The formal notice by the executor is a standard recommended practice, to absolve the executor of having to deal with claims long after the date of death.  Smart trick to post it in the small town where they lived.  The principle is that if someone owes you money, you should be on top of it and not be able to come back years later and still claim they owe you something.  I suspect the attempt to hold the children of the deceased liable may come out of the wording of the wills, if they just leave "everything" to their heirs, without mentioning what they wish to do with the timeshare ownership, such as direct the executor to sell it or "quit" it.

It shows the value of consulting a proper estate lawyer these days when settling any estate.  The Province of Ontario passed very onerous regulations in early 2016 to make sure all assets were properly reported to the province for probate by the executor.  The objective was of course to ensure the province gets their probate fees (basically 1.5% of assets subject to probate).  There are also significant penalties if assets are not reported that should have been.  By paying for the professional services of a lawyer, if any mistakes are made, the estate and executor can at least make a claim for reimbursement against the professional's E & O insurance.


----------



## Harmina (Nov 21, 2019)

moonstone said:


> Only what I saw on CTV News.

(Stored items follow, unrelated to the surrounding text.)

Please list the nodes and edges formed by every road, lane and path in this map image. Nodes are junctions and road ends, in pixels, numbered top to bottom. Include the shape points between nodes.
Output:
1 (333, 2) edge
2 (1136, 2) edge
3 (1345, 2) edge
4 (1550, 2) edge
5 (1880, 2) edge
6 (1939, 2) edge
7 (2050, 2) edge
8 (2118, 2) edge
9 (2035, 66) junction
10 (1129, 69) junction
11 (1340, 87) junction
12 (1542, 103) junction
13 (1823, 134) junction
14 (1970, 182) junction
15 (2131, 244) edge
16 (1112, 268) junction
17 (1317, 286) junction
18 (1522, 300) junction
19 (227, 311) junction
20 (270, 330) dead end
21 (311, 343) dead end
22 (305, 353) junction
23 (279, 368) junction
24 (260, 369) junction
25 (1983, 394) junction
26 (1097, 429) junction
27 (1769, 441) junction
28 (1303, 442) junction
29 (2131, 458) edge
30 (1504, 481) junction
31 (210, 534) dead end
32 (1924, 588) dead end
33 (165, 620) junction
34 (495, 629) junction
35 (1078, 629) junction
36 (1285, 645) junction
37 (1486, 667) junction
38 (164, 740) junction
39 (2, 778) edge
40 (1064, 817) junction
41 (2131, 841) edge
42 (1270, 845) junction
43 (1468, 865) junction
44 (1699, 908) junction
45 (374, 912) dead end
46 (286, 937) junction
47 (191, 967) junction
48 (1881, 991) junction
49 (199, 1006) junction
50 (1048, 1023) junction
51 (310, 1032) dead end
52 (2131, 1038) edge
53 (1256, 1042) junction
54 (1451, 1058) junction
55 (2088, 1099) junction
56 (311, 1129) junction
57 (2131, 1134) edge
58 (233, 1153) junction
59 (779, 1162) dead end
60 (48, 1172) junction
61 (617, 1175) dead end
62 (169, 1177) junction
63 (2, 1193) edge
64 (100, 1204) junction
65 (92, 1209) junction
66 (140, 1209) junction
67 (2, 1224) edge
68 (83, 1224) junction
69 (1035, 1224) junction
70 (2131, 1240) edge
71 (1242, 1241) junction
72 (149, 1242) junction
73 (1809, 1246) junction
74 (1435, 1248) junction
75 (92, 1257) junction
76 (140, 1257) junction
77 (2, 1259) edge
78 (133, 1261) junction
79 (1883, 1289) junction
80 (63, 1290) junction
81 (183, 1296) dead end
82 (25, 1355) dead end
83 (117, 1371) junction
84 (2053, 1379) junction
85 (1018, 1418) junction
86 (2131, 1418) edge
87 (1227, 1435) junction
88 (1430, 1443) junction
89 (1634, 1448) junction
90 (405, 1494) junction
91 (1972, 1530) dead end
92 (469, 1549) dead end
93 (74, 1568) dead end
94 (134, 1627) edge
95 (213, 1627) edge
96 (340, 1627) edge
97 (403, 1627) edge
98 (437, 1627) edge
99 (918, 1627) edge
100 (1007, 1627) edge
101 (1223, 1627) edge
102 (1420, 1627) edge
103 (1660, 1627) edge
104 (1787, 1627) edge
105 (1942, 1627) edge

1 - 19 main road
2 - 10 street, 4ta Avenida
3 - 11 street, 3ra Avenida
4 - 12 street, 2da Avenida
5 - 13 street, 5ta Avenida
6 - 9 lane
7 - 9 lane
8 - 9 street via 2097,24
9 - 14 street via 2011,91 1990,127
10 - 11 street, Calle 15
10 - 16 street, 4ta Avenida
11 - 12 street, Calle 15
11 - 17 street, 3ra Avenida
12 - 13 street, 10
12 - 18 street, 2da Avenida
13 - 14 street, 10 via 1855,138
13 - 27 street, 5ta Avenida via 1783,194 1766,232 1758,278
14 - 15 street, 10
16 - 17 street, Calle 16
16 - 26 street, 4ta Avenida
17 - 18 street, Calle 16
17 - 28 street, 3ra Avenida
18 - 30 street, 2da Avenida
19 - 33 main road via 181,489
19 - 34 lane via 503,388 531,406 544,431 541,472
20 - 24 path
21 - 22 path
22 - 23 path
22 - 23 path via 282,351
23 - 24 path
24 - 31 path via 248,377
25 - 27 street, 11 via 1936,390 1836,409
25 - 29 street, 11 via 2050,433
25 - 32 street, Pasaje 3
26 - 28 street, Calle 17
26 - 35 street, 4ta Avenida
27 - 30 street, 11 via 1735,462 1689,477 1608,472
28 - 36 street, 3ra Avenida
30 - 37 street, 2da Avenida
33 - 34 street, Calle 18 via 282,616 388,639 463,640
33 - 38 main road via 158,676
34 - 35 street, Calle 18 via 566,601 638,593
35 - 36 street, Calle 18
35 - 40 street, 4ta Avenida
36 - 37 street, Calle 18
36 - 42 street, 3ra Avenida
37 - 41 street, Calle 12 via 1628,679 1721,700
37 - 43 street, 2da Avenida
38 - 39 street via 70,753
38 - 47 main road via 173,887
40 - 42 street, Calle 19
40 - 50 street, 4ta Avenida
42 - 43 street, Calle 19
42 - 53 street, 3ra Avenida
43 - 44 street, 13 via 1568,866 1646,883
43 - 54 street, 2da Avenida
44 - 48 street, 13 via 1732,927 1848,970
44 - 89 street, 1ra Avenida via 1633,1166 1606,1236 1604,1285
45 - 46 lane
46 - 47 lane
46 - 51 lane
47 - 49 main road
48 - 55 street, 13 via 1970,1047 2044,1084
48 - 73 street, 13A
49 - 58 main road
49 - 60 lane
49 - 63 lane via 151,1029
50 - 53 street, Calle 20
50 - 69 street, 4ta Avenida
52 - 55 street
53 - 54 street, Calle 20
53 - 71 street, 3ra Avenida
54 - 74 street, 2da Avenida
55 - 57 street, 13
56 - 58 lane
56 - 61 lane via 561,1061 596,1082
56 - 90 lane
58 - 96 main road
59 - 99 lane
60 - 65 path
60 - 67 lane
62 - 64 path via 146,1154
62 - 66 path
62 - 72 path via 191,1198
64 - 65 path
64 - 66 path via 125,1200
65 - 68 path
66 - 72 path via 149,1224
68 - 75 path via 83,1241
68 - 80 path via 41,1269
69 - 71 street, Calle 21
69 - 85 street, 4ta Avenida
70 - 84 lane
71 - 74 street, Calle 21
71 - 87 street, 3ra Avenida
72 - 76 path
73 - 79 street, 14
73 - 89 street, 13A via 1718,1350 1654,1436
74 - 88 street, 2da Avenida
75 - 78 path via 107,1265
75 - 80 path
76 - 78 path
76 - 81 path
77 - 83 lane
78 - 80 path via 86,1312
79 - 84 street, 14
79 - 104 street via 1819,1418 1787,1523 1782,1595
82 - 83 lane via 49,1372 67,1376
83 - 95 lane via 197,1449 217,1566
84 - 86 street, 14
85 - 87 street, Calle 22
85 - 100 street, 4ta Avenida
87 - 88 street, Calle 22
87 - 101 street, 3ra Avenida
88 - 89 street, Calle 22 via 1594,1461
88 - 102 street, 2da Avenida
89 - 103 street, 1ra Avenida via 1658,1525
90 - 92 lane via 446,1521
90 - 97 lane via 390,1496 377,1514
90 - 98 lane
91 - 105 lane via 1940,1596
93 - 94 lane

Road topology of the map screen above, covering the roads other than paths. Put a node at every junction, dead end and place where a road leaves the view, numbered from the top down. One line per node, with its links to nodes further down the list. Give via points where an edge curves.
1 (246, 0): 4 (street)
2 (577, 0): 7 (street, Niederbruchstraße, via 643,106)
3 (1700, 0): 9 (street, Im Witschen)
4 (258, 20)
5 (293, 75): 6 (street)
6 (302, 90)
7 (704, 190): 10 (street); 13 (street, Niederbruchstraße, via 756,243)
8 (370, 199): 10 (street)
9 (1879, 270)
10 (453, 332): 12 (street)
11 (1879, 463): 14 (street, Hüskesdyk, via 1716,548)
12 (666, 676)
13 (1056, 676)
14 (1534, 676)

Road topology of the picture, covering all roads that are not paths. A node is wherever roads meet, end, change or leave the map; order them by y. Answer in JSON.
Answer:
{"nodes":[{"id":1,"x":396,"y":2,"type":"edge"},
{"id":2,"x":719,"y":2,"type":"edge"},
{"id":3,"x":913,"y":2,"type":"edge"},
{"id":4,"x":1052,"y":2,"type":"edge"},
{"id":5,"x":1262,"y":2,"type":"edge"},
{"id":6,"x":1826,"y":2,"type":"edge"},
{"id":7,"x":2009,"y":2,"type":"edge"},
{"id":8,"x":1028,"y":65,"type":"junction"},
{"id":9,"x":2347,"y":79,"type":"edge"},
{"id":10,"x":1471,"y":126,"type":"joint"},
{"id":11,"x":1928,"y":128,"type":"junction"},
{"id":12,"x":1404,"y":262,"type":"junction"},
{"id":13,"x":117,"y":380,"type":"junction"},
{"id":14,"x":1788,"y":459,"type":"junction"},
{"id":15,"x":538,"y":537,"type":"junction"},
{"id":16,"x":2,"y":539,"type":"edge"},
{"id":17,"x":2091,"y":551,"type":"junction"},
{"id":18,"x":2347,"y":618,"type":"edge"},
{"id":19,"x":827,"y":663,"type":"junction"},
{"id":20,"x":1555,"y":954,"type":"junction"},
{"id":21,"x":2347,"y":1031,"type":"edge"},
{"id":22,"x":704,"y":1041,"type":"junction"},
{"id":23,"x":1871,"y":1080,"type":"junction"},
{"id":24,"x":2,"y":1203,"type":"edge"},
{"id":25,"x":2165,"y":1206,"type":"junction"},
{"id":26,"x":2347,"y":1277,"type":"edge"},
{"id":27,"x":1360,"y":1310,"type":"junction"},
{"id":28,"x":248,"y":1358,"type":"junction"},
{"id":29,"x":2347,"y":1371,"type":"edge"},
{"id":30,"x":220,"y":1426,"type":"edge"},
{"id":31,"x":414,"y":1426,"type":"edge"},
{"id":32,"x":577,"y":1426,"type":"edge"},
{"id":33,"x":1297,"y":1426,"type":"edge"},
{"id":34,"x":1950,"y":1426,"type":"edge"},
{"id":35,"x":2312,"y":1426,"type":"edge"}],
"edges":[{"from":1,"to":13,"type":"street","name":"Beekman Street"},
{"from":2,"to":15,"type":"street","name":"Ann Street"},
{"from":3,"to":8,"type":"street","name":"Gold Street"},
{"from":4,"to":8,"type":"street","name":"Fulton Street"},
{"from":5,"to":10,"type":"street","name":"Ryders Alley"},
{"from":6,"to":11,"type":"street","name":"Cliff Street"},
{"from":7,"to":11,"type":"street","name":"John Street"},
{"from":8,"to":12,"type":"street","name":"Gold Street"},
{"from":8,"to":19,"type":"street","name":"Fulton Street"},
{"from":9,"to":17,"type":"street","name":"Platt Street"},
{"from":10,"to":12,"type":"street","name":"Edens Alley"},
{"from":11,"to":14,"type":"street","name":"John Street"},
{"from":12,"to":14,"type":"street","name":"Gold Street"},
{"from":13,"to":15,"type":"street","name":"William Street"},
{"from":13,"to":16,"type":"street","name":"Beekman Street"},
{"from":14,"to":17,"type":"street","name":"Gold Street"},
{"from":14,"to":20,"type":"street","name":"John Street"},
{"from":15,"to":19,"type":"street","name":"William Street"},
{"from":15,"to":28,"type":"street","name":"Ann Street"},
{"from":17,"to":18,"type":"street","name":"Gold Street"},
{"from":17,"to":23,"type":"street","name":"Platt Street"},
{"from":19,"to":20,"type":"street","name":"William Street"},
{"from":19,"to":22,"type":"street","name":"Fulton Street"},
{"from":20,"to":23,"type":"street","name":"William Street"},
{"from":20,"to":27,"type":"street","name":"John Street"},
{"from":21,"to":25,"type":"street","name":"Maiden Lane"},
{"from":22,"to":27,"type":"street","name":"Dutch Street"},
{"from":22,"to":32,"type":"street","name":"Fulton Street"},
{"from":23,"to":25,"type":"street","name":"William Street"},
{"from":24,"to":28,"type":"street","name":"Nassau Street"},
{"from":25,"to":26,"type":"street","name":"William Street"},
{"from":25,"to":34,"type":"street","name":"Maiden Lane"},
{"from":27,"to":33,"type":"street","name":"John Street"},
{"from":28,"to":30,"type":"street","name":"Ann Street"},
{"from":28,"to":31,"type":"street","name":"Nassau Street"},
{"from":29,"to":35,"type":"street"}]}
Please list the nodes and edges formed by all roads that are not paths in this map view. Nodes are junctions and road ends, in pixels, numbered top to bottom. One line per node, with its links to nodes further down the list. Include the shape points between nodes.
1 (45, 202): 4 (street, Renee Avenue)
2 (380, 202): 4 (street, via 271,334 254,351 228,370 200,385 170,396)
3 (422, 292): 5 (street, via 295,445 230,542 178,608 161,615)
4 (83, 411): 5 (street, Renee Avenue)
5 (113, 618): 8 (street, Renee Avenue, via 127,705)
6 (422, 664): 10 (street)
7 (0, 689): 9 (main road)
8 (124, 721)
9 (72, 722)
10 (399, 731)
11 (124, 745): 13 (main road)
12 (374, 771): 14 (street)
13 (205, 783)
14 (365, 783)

Pat Foran (CTV Toronto, consumer reporter) also did his follow-up piece on Carriage Hills. They were not allowed in the meeting but interviewed a few owners outside. He said there were about 1000 people in attendance. The biggest complaint that owners want resolved is that their heirs are being forced to accept the timeshare and be responsible for continuing to pay the ever increasing maintenance fees. I still don't know how that is possible.
> 
> I heard about an owner's children who got out of their deceased parents' Cranberry ownership. The lawyer handling the estate put a notice in the owners' small town (nowhere near Collingwood) newspaper, something about anybody wanting to lay a claim on outstanding debt to contact him within a certain timeframe or the estate would be closed. Of course the timeshare company didn't see the notice and a year after the estate was closed a maintenance fee bill arrived addressed to the estate of...   The lawyer sent a reply that the estate was long closed and proof of the posted notices. The kids never heard another word from Cranberry.  I don't know why more deceased owners ownerships are not handled like that.
> 
> ...


Thank you, Diane.
I had my dates mixed up, I thought the meeting was Tuesday evening. We were unavailable to attend.
Hopefully there will be a resolution to exit legally.
That is good info regarding placing a notice in the local newspaper regarding outstanding claims against the deceased.....our small town newspaper still does that.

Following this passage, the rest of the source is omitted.